Sem máscara, desembargador ofende guarda municipal e rasga multa em Santos: 'Analfabeto'; vídeo

O caso ocorreu no último sábado (18). Os guardas realizavam a fiscalização na orla – a Prefeitura de Santos realiza uma força-tarefa neste fim de semana em uma ação de combate ao coronavírus

Um desembargador do Tribunal de Justiça do Estado de São Paulo (TJ-SP) ofendeu um guarda municipal e rasgou uma multa que havia sido aplicada por ele não utilizar máscara enquanto caminhava na praia, em Santos.

O caso ocorreu no último sábado. Os guardas realizavam a fiscalização na orla – a Prefeitura de Santos realiza uma força-tarefa neste fim de semana em uma ação de combate ao coronavírus, quando se depararam com o magistrado sem utilizar o equipamento de proteção

Ao pedirem para que ele colocasse a máscara, o homem, que se identificou como Eduardo Siqueira, falou que não utilizava a proteção e que decreto que não tinha força de lei. Um dos guardas, então, saiu da viatura para autuar o desembargador. Neste momento, Siqueira  ameçou entrar em contato com o secretário de Segurança Pública de Santos, Sergio Del Bel, responsável pela Guarda Civil Municipal.

O magistrado então, pegou o seu aparelho celular e disse ligar para Del Bel.
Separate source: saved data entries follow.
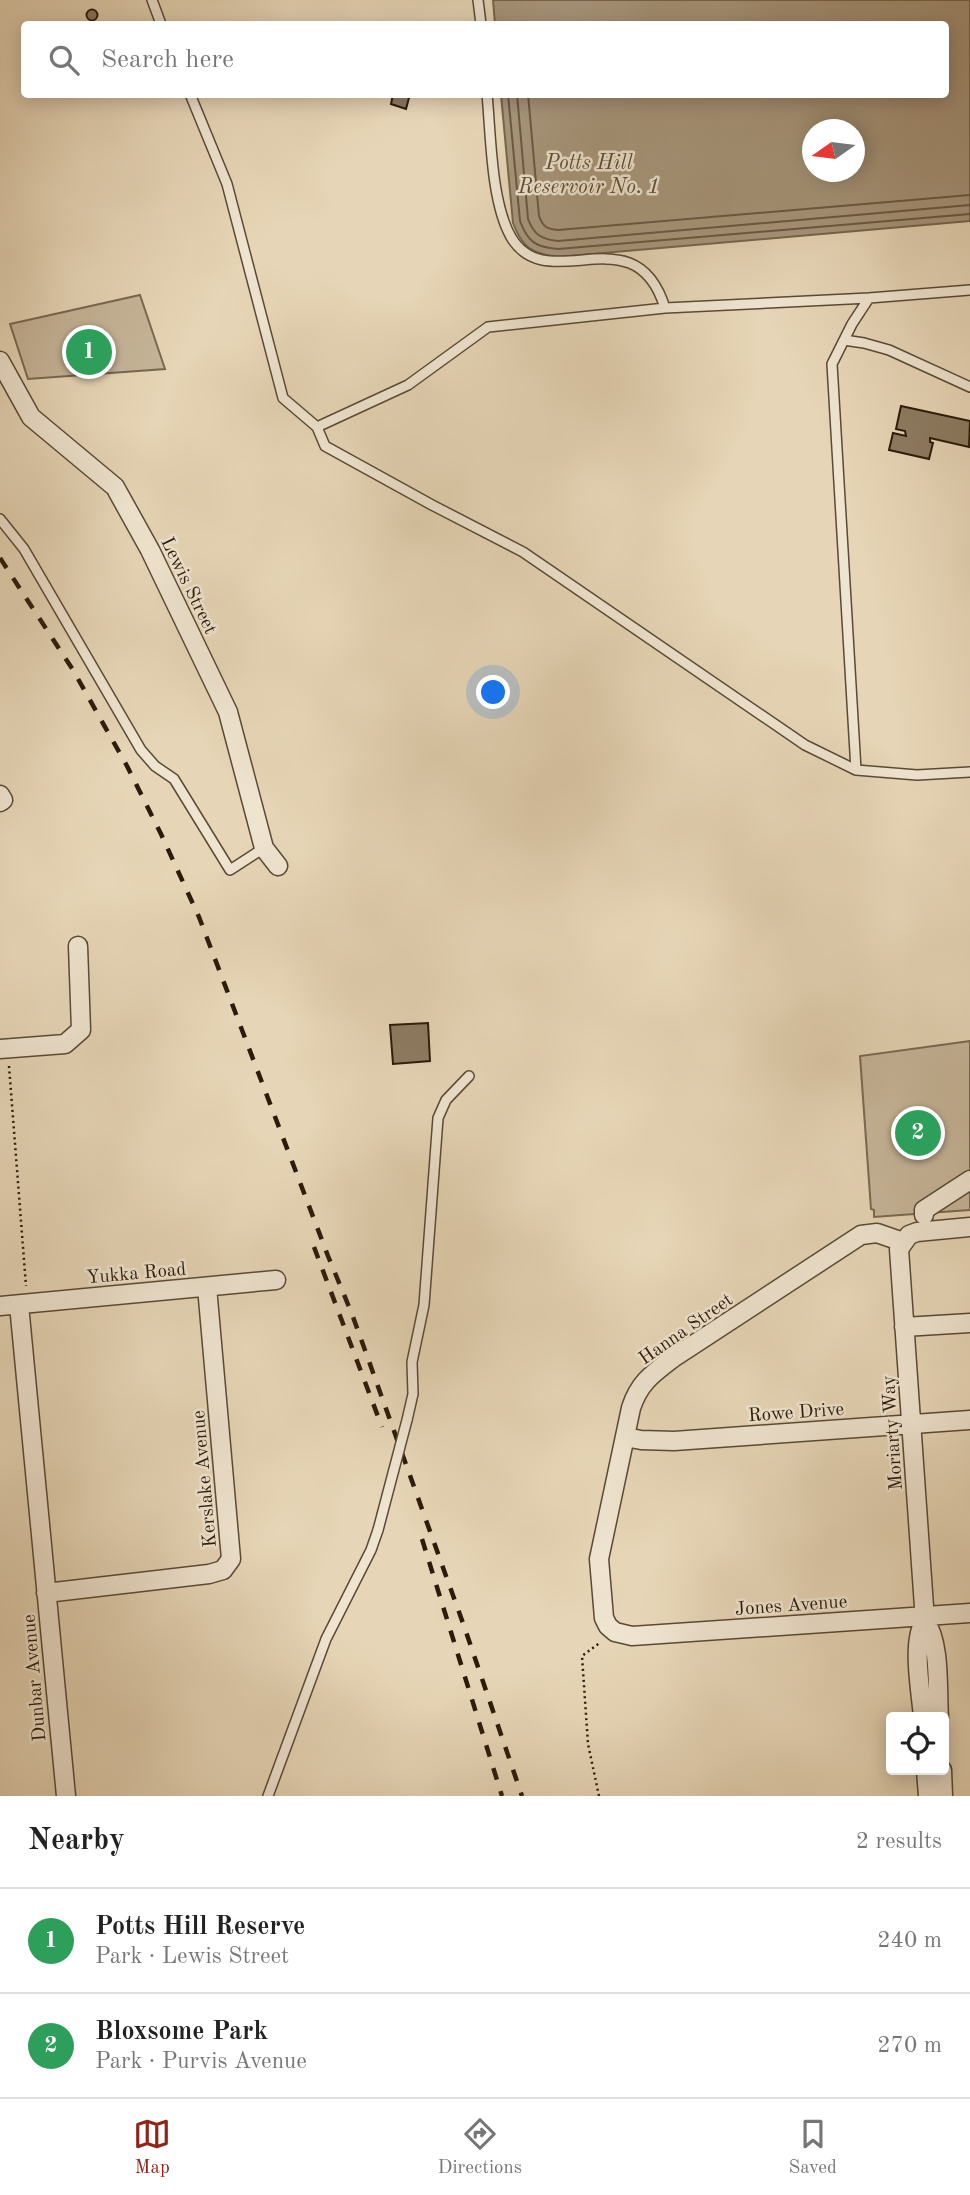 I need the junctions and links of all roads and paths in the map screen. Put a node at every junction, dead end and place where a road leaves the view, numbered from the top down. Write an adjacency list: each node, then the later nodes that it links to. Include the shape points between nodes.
1 (152, 0): 3 (lane)
2 (478, 0): 4 (lane)
3 (160, 21)
4 (481, 21)
5 (192, 98): 13 (lane, via 227,184 283,398)
6 (487, 98): 9 (lane, via 498,205 515,243 545,261 626,260 651,280)
7 (970, 290): 8 (lane)
8 (869, 298): 9 (lane); 10 (lane)
9 (665, 308): 13 (lane, via 488,327 408,386)
10 (844, 340): 12 (lane, via 889,350); 15 (lane, via 832,364)
11 (0, 361): 19 (street, Lewis Street, via 31,418 115,487 144,539 228,712)
12 (970, 387)
13 (317, 427): 15 (lane, via 325,446 523,552 805,745)
14 (0, 519): 19 (lane, via 24,549 141,750 174,779 230,870)
15 (856, 770): 16 (lane, via 917,775)
16 (970, 772)
17 (0, 794): 18 (street)
18 (0, 802)
19 (264, 848): 20 (street, Lewis Street)
20 (278, 866)
21 (78, 946): 22 (street, via 81,1030 65,1044)
22 (4, 1049): 30 (path)
23 (468, 1076): 46 (lane, bridge, via 446,1100 438,1118 424,1305 412,1362 414,1394 378,1530 326,1639)
24 (970, 1180): 25 (street)
25 (924, 1214)
26 (970, 1227): 27 (street, via 917,1232)
27 (903, 1242): 33 (street, Moriarty Way, via 899,1257); 36 (street, Hanna Street, via 877,1233 861,1235 673,1358 636,1392)
28 (276, 1280): 29 (street, Yukka Road)
29 (207, 1287): 30 (street, Yukka Road); 37 (street, Kerslake Avenue, via 231,1559 223,1570 209,1574)
30 (24, 1304): 31 (street, Yukka Road); 37 (street, Dunbar Avenue)
31 (0, 1306)
32 (970, 1323): 33 (street)
33 (904, 1327): 35 (street, Moriarty Way)
34 (970, 1420): 35 (street, Rowe Drive)
35 (912, 1424): 36 (street, Rowe Drive, via 674,1441); 39 (street, Moriarty Way)
36 (625, 1437): 40 (street, Hanna Street, via 599,1559 604,1618)
37 (46, 1593): 45 (street, Dunbar Avenue)
38 (970, 1613): 39 (street, Jones Avenue)
39 (925, 1619): 40 (street, Jones Avenue, via 632,1636); 41 (street, Moriarty Way, via 918,1646); 42 (street, Moriarty Way, via 934,1644)
40 (615, 1632): 47 (path, via 583,1656 588,1744)
41 (923, 1712)
42 (939, 1712)
43 (926, 1775): 48 (street)
44 (942, 1775): 49 (street)
45 (66, 1796)
46 (268, 1796)
47 (599, 1796)
48 (928, 1796)
49 (943, 1796)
Por diversas vezes, ele tentou entregar o celular para que o guarda municipal falasse com o secretário. Em resposta, o guarda falou que se o titular da pasta de Segurança Pública quisesse falar, entraria diretamente em contato com ele.

“Del Bel. Desembargador Eduardo Siqueira. Eu vou bem e o senhor, tudo calmo? Eu tô aqui com um analfabeto de um PM seu aqui, um rapaz. Só estou eu na faixa de areia onde estou e ele está aqui fazendo uma multa. Expliquei de novo, eles não conseguem entender”, disse Siqueira, que perguntou ao telefone se era necessário chamar a Polícia Militar para prender os guardas e disse que os agentes estariam o ameaçando. 

Ao desligar o telefone, o desembargador disse que a orientação era que deixasse o guarda municipal fazer o procedimento e rasgar a multa. 

O magistrado também reclamou do tempo que o guarda municipal demorou para preencher a multa e acusou o agente de usurpação do exercício de função pública. Quando o guarda perguntou se era usurpação por ele estar autuando o desembargador, Siqueira respondeu “você não tem autoridade. Você não pode fazer nada”.

Em conversa com pessoas que passavam pelo local que já havia dito que ele é multado, rasga o papel e joga fora, mas “que os guardas não aprendem”. Após receber a multar, Siqueira rasga o papel e o atira na areia. Na sequência, ele vai embora.

Respostas

Atribuna.com.br entrou em contato com o secretário Sergio Del Bel para questionar se a multa aplicada seria cobrada e se o guarda municipal agiu de forma correta durante a ação. No entanto, o titular da pasta de Segurança Pública pediu para que a reportagem entrasse em contato com a Secretaria de Comunicação da Prefeitura de Santos.

Em nota , a Prefeitura de Santos informou que o desembargador foi abordado por não cumprir o decreto nº 8.944, de 23 de abril de 2020, que determina o uso obrigatório de máscara facial sob pena de multa no valor de R$ 100,00.

Segundo a administração municipal, trata-se de um caso de reincidência: o mesmo cidadão já foi multado em outra data por cometer a mesma infração.

A Prefeitura ainda esclareceu que o secretário de Segurança de Santos, Sérgio Del Bel, deu total apoio à equipe que fez a abordagem e a multa foi lavrada. 

A administração municipal também ressaltou que “é veemente contra qualquer ato de abuso de poder e, por meio do comando da GMC, dá total respaldo ao efetivo que atua na proteção do bem público e dos cidadãos de Santos”.  

Por fim, a Prefeitura também esclareceu que a gestão das praias está sob a competência e responsabilidade do Município. De acordo com o artigo 14 da Lei Federal nº 13.240/2015, a Prefeitura de Santos celebrou, em 19/07/17, termo de adesão com a Secretaria de Patrimônio da União (SPU), por meio do qual a União outorgou ao Município a gestão das praias marítimas urbanas, inclusive bens de uso comum com exploração econômica, pelo período de 20 anos. 

A Reportagem também tentou entrar em contato com o desembargador, mas não obteve retorno até a publicação desta matéria.